December 1, 2014 at 4.00 pm in AG-69
Manipulation of Membrane Structure and Function Using Light
The 1st part of my presentation will focus on light triggered mechanistic investigation of membrane fusion using artificial caged SNAREs [Soluble NSF (N-ethylmaleimide-sensitive factor) Attachment Protein Receptor]. Membrane fusion is a fundamental process in life and plays a key role in exo- and endocytosis, fertilization, intracellular trafficking, enveloped virus infection, etc. All intracellular membrane fusion is directed by the formation of a specific complex of proteins, such as SNARE. Two SNARE proteins residing in the plasma membrane are syntaxin-1A (Sx) and SNAP-25. A SNARE protein residing in the membrane of synaptic vesicle is synaptobrevin (Syb). The SNAREs assemble into four-α-helix bundles. There are several mechanisms of SNARE mediated membrane fusion, but the exact nature of these processes is still unknown. I will demonstrate the design of artificial caged SNAREs using photolabile protecting groups to temporarily mask the functionality of the recognition site with the goal of obtaining deeper structural insights into the SNARE-mediated membrane fusion mechanism.

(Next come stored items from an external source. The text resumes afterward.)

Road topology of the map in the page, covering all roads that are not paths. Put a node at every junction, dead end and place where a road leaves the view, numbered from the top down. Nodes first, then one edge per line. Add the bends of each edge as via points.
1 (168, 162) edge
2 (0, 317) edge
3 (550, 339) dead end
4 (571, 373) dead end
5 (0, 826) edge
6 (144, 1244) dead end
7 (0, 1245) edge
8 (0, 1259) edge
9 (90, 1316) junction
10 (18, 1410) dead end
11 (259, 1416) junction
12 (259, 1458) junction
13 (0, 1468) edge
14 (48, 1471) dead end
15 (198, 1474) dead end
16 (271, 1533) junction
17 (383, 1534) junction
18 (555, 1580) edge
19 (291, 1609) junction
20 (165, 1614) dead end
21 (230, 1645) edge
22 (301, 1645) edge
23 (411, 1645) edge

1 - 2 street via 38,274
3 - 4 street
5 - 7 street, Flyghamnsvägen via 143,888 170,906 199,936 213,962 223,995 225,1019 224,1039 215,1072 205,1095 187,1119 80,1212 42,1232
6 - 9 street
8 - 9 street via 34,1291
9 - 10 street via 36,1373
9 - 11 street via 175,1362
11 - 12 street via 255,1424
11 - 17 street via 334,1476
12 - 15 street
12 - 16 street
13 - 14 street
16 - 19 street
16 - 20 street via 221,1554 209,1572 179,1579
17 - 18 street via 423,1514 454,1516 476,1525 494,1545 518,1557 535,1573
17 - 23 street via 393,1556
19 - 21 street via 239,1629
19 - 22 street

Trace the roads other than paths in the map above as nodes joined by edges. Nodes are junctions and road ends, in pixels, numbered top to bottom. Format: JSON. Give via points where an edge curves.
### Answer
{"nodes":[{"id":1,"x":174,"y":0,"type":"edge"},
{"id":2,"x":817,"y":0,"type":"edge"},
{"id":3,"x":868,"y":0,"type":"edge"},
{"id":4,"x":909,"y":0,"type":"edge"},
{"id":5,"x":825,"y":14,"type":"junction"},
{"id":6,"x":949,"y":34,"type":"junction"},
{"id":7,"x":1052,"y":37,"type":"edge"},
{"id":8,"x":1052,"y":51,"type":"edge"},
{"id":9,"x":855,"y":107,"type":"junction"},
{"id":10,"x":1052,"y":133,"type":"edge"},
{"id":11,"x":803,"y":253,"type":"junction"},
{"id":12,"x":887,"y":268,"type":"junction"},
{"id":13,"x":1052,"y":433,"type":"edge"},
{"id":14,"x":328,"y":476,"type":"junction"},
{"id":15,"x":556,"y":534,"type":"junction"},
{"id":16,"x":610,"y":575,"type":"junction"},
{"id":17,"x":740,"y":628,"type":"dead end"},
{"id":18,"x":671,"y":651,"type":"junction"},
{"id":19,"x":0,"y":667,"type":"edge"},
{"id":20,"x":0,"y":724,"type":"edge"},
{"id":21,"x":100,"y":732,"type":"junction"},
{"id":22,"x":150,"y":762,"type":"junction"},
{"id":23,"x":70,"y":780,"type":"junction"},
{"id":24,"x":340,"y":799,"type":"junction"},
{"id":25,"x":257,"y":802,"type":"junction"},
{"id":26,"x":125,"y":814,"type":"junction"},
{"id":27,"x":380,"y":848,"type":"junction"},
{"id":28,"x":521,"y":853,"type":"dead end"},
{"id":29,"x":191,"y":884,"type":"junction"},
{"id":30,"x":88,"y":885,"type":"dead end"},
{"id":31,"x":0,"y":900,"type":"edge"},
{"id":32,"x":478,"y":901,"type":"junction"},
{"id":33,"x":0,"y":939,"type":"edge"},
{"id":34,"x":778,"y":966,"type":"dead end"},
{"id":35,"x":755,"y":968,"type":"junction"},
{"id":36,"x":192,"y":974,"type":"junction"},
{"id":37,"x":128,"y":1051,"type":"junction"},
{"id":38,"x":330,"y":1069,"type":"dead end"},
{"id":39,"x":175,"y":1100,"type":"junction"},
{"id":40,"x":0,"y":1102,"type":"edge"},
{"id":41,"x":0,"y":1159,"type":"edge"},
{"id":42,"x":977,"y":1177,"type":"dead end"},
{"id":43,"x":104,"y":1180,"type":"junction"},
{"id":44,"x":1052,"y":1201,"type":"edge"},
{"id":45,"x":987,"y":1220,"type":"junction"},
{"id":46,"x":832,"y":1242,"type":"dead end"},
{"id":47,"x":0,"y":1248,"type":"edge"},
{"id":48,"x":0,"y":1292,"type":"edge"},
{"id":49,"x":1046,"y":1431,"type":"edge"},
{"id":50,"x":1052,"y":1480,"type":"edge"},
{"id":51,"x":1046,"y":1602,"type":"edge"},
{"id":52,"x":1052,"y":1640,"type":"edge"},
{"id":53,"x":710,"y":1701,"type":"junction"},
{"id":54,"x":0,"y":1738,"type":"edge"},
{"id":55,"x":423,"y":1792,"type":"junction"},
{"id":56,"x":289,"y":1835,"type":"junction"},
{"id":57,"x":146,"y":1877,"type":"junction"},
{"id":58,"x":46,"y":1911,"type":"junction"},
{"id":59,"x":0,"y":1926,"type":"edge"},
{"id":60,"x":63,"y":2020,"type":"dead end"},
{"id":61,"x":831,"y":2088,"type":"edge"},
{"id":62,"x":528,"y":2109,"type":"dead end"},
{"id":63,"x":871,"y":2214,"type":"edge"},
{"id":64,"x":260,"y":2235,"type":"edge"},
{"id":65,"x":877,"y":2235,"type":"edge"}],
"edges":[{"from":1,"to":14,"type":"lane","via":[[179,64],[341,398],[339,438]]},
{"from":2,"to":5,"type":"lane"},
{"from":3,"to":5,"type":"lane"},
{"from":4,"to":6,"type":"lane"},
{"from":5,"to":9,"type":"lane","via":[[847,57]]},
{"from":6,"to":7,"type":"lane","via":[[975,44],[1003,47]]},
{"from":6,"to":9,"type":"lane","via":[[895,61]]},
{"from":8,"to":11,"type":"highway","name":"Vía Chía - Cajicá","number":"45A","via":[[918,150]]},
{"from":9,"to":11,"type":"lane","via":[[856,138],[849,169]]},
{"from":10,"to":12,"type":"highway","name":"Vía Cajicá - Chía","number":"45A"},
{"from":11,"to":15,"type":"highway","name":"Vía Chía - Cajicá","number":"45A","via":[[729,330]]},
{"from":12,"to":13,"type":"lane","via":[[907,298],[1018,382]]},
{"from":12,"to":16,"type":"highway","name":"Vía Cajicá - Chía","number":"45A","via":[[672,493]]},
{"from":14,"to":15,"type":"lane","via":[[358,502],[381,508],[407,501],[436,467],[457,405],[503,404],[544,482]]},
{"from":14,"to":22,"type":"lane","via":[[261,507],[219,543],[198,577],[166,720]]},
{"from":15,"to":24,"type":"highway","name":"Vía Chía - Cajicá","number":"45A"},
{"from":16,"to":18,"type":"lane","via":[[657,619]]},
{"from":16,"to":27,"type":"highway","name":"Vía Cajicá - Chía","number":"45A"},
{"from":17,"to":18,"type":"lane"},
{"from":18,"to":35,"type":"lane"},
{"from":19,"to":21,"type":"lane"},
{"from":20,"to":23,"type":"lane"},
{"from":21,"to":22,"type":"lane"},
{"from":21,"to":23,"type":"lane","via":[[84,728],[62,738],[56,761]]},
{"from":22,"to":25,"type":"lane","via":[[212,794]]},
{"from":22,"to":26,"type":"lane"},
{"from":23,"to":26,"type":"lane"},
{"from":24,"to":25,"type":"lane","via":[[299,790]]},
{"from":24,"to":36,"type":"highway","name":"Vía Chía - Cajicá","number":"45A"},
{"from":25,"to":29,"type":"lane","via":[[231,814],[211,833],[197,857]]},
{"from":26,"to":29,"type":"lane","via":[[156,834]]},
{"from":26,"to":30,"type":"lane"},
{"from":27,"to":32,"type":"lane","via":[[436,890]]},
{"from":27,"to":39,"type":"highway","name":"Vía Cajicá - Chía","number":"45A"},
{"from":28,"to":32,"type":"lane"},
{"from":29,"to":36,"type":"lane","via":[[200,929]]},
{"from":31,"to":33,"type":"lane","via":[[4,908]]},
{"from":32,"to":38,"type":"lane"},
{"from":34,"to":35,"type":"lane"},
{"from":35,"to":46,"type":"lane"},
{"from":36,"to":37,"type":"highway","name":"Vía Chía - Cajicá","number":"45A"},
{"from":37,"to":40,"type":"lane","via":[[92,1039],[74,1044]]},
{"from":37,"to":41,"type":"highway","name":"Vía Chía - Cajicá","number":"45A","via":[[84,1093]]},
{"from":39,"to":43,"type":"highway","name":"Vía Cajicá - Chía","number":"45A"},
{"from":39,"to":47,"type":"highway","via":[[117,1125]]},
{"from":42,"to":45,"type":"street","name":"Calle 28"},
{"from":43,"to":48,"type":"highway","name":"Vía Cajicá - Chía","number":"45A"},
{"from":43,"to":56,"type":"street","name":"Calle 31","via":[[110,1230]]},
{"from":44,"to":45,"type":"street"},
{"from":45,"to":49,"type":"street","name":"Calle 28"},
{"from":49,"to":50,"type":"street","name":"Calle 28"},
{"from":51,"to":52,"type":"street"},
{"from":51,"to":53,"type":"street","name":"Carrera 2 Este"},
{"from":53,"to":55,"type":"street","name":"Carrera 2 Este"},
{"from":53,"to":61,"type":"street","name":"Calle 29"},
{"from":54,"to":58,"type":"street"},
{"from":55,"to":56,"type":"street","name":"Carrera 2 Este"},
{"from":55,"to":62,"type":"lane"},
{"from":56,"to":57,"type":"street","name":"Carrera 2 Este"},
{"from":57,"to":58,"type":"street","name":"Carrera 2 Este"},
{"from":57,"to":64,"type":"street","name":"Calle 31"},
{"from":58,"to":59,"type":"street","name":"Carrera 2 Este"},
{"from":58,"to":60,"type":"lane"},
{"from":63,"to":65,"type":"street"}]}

In the 2nd part of my presentation, I will illustrate how an understanding of membrane events can be used to promote drug molecules at tumor sites by passive and active targeting to tumor. Another goal is to target local pH of tumor site. A tumor microenvironment (cytosol) usually has a pH of 6.5-7.2, an endosomal pH of 5.0–6.0 and a lysosomal pH of 4.0−5.0, which is different from the normal tissues pH of 7.4. This pH gradient is of particular importance, since several drugs and carriers for cancer therapy are internalized through endocytosis and trapped within endosomal and lysosomal compartments. I will explain NIR pH switchable liposomal formulation where laser-induced photothermal heating is turned on at acidic pH (> 6.5) and turned off at physiological pH 7.4 which could show major toxic effects against tumors, without causing damage to normal cells. Drug release from thermosensitive liposome will be demonstrated using logical application of pH and photothermal heating. This liposomal formulation with laser could be a promising strategy for ‘Photothermal Cancer Theranostics’.